I understand the ‘stick it out mentality’, to a point. I lived through more than a few hurricanes in the southeast US. It made more sense to risk tornados and lightning inside a brick house full of food and water 10 miles from the beach, than to risk car accident or driving through floodwaters in order to seek out a motel room further inland. But if I lived on a barrier island? Fuck no, I’d have left long before the certain death warning.
2 questions plague me:
What do the “stayers” in Galveston think they are going to do for several hours while their houses are partially/completely underwater and are being struck by huge waves? Take a drive? Step out for a pizza? Grow gills? Fly? Hide in a submarine?
How is staying in a house that will almost certainly be at least partially covered by the ocean in the middle of a hurricane safer than the remote risk of dying in a flooding-related driving incident?
I honestly think that the people staying did not expect the water to come this high. There is a little coastal motto: “Run from water, hide from wind”. I believe they think they can hide from this one.
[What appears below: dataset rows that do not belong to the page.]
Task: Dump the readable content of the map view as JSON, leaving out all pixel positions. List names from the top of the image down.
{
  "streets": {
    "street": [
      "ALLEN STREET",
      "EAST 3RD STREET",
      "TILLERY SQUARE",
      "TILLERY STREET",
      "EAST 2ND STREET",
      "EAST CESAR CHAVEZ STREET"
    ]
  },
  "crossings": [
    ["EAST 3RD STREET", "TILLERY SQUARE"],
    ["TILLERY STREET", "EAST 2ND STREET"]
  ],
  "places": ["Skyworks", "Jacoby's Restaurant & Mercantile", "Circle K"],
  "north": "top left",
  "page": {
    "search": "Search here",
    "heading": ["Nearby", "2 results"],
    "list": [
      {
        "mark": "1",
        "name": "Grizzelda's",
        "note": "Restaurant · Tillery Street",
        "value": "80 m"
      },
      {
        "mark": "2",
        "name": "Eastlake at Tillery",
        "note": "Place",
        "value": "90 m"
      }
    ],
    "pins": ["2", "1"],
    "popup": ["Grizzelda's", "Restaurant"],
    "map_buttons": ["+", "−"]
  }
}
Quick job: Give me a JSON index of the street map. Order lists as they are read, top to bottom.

Zofia: Half of me agrees with you. I went to elementary school in Columbia, back in the 60’s. People there remembered Camille. I remember the natural gas company had these huge billboards up REMEMBER CAMILLE !!. That was because the gas never went out although the electricity apparently did.
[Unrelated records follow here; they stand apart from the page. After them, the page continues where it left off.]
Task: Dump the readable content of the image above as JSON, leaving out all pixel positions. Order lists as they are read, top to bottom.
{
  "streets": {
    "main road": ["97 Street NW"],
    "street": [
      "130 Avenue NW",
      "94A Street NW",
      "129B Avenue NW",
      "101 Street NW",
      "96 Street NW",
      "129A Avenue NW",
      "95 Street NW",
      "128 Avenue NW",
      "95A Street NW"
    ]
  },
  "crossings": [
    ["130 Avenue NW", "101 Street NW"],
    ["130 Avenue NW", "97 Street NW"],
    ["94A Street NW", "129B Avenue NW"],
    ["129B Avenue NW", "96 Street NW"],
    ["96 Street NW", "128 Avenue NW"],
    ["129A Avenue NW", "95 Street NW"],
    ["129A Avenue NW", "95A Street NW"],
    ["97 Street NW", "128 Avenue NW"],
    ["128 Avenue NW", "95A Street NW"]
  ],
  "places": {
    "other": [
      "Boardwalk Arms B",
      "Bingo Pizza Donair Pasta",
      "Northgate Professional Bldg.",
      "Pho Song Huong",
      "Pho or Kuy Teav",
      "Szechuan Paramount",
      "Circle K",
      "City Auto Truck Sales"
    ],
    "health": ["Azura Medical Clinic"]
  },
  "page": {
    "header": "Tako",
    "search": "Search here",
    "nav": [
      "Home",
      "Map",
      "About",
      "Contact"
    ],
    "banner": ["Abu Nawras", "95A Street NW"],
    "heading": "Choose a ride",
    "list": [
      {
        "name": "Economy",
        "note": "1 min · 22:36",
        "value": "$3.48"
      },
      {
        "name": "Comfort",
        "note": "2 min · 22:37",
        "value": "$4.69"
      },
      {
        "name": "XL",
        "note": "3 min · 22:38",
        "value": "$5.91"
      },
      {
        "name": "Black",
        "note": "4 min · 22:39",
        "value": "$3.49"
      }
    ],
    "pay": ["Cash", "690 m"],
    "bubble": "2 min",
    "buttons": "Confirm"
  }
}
I don’t suppose I should tell y’all that there is a virus lab in Galveston?
The virus lab has shut down and culture destruction procedures for emergencies like hurricanes. It means they’ll have to re-do some work and research, but that’s the price you pay for the location.
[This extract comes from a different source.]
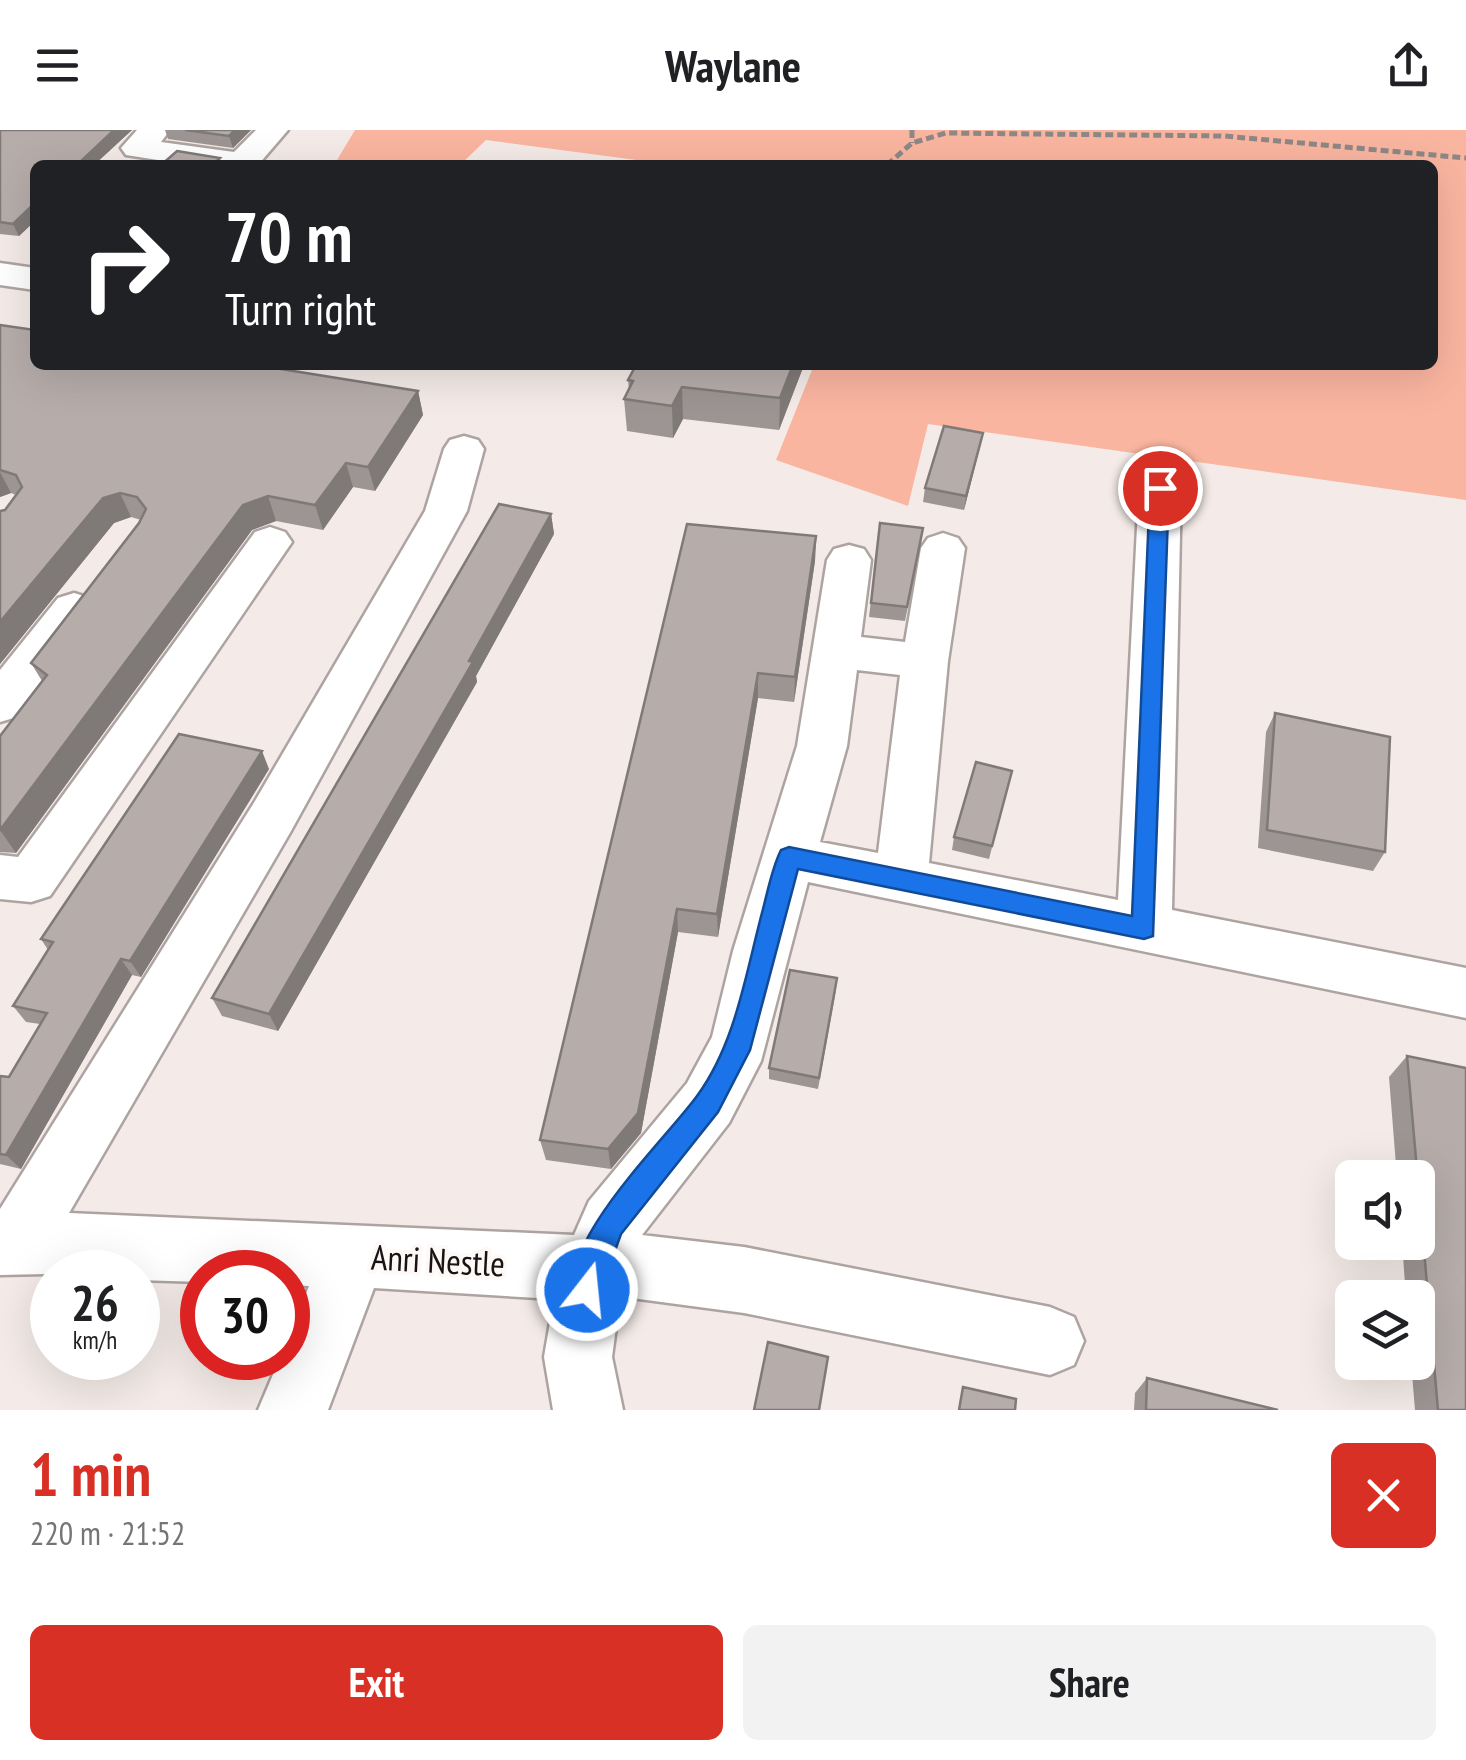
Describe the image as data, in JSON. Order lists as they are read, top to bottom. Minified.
{"streets":{"street":["Anri Nestle"]},"page":{"header":"Waylane","turn":["70 m","Turn right"],"speed":"26 km/h","limit":"30","heading":["1 min","220 m · 21:52"],"buttons":["Exit","Share"]}}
I never heard that one, but I agree with the premise. However, the scientists who study this stuff for a living have been saying that Galveston is going to get the water.
It’s a free country, and the rest of us have a moral obligation to step back and let them get killed in any damn fool way they please. But, it is the height of reckless arrogance for any any non-meteorolgist in Galveston to decide, based on the view from the porch, that those egg-heads with the satellites know less about the weather than oneself. Not that I wish them any harm, I just hope nobody from the Coast Guard gets killed trying to rescue their know-it-all asses.
I saw an interview this afternoon with one pair of ride-it-outers in Galveston – a couple of beer-bellied good ol’ boy types who boasted they’d be stayin’ so’s they could paaaaaaaaaaaaaaarrrrrr-ty!! through the storm. When asked what they’d do if things got really bad, one of them allowed as how he’d grab him a surfboard and ride a wave outta there, hyuck hyuck hyuck.
Am I a bad person for harboring a wish that those idjits find themselves face to face with their own mortality tonight?
I said it when Katrina came through and I’m saying it again: People, if blues singers write songs about how crappy your weather can become, GET THE FUCK OUT WHEN YOU ARE TOLD TO! How many times can someone sing, “When the levee breaks, got no place to stay,” or “Galveston had a seawall to keep the water down, but the high tide from the ocean sent the water over the town,” for you to listen?
I nominate some of the people of Galveston for a Darwin Award. I appreciate what they are doing for the gene pool, as long as I don’t have to pay for it.
If you ignore a mandatory evacuation, then have to call for help, are the authorities allowed to send you a bill for rescuing your sorry ass, when it’s safe for them to come get you?
I can understand some people being wary of evacuating, since I understand it may be difficult to get back home and the idjits who do stick around may feel free to do some good old-fashioned looting. But if you’re going to stick around after people who are probably smarter than you are telling you to get out, get out now, and by the way, did we say move your butt? then it should be somewhat painful, financially speaking, if you then have to call 911 because um, the Gulf of Mexico is now in your living room and you’re climbing up on tables to get away from the alligators.